Friday, October 2, 2009

How to keep up on your favorite journals

Researchers live busy lives. Either you are spending your waking hours writing grant proposals, running experiments, analyzing data, writing papers, preparing lectures, supervising students, attending committee meetings, and not to mention taking care of your personal life. Often the activity that slips to the bottom of this list is keeping up on the current literature. How should one go about maximizing their ability to efficiently peruse recent publications. I think the best approach is to use journals RSS feeds (otherwise known as Really Simple Syndication). RSS is a web format that allows publishers to syndicate the abstracts of papers as they are published online.

The simplest way to do this is to make sure you have a Google account and use their Google reader. If you go to a journal's website you click on either of these symbols:
or

You'll be sent to their RSS feed page and at the top is a subscription option and you can select Google to subscribe using:

When you click on 'Subscribe Now', it prompts you to select the Google homepage or reader -I use reader, but that just depends on your preference. You can subscribe to as many Journals as you want, and I think that all the major ones have RSS set up. Then to keep up on recently published papers, you simply go to your Google reader and scroll through the journals you have RSS subscriptions. Or if you check it more often, the reader keeps a list of the most recent items from all your subscriptions. No more getting e-mail alerts and no more going to a bunch of different journal pages.
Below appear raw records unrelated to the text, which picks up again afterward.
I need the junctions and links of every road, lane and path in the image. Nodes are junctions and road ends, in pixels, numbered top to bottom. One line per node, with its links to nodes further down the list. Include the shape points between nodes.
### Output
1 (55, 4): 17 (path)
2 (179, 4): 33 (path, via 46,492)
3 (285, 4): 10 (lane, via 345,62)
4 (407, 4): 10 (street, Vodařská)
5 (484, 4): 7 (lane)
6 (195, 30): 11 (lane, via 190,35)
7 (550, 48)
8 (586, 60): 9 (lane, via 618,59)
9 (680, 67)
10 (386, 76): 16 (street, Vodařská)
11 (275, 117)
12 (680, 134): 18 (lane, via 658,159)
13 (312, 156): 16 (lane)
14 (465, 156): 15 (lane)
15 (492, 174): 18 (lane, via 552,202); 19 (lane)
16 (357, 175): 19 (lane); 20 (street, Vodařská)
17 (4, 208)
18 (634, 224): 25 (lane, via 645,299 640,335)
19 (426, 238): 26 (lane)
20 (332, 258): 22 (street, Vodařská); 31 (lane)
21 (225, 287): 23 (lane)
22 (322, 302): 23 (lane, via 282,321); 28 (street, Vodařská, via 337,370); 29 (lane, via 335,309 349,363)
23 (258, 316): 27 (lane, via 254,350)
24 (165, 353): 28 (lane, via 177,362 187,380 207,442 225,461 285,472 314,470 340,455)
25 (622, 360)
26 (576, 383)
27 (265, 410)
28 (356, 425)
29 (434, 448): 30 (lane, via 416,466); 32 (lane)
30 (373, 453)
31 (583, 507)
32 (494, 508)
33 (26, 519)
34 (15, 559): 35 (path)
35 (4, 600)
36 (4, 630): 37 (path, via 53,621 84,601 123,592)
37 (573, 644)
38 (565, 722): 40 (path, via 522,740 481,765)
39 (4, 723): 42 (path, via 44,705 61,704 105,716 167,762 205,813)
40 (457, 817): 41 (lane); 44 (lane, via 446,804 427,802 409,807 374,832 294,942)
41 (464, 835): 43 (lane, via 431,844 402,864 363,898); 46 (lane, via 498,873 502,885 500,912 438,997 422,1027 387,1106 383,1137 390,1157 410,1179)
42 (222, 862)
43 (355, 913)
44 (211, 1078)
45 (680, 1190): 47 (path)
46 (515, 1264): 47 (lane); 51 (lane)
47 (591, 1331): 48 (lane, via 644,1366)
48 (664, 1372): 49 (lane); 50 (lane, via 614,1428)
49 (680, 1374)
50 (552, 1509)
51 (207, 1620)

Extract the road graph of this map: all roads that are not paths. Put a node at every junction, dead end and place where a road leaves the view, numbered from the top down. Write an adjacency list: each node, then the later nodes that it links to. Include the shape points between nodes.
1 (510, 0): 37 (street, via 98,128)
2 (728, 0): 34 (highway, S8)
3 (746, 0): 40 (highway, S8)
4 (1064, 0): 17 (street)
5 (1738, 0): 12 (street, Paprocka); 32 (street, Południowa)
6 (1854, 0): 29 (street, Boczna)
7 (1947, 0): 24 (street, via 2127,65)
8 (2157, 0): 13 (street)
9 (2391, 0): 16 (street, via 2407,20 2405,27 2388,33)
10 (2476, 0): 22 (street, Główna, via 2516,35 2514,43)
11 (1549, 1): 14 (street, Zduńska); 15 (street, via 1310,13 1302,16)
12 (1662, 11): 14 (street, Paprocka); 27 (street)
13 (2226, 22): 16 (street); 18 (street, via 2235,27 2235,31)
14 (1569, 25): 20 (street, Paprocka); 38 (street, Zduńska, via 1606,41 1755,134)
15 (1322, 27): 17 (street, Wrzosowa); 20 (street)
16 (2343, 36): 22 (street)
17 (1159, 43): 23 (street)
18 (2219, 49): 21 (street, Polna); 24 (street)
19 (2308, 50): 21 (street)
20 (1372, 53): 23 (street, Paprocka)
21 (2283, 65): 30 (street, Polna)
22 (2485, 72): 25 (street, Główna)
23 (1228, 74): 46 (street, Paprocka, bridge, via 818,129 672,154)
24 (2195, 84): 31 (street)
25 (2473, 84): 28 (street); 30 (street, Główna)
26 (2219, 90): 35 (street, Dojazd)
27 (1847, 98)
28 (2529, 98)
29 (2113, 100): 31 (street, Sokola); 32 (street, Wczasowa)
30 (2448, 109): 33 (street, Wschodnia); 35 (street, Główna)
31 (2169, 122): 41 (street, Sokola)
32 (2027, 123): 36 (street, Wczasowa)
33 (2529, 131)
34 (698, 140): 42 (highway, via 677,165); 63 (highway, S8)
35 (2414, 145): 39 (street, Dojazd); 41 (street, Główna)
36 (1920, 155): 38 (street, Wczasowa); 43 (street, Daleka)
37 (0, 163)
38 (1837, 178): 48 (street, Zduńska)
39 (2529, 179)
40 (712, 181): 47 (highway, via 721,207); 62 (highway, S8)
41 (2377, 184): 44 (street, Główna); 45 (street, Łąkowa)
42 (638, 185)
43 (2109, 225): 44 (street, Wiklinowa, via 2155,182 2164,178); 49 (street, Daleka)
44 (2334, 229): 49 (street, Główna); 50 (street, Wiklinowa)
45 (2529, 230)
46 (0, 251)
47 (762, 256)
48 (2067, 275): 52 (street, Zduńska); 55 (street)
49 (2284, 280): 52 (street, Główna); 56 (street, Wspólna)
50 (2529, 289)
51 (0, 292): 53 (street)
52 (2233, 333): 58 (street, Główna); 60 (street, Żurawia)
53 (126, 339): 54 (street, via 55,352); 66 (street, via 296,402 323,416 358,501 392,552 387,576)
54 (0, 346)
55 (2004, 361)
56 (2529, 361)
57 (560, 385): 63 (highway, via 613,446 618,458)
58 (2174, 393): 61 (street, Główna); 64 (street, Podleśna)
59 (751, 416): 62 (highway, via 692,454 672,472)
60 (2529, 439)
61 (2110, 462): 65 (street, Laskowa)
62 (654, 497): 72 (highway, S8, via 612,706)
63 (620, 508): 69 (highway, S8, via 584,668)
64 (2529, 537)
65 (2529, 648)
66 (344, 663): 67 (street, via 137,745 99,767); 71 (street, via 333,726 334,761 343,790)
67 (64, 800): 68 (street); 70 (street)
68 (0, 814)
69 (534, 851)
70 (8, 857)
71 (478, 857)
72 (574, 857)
By the way, you can also subscribe to this blog in the same way (see 'subscribe to' links on side panel).

3 comments:

Anonymous said...

Looks like great ecological blogging minds think alike :) While a lot of journals do have feeds there are still some pretty big ones that don't (e.g. JTB) and a number of others that desperately need to improve the quality of their feed's content.

Anonymous said...

Oops, here's what the second link should have been.

Marc Cadotte said...

Thanks Ethan, Definitely worth reminding publishers what journal readers need.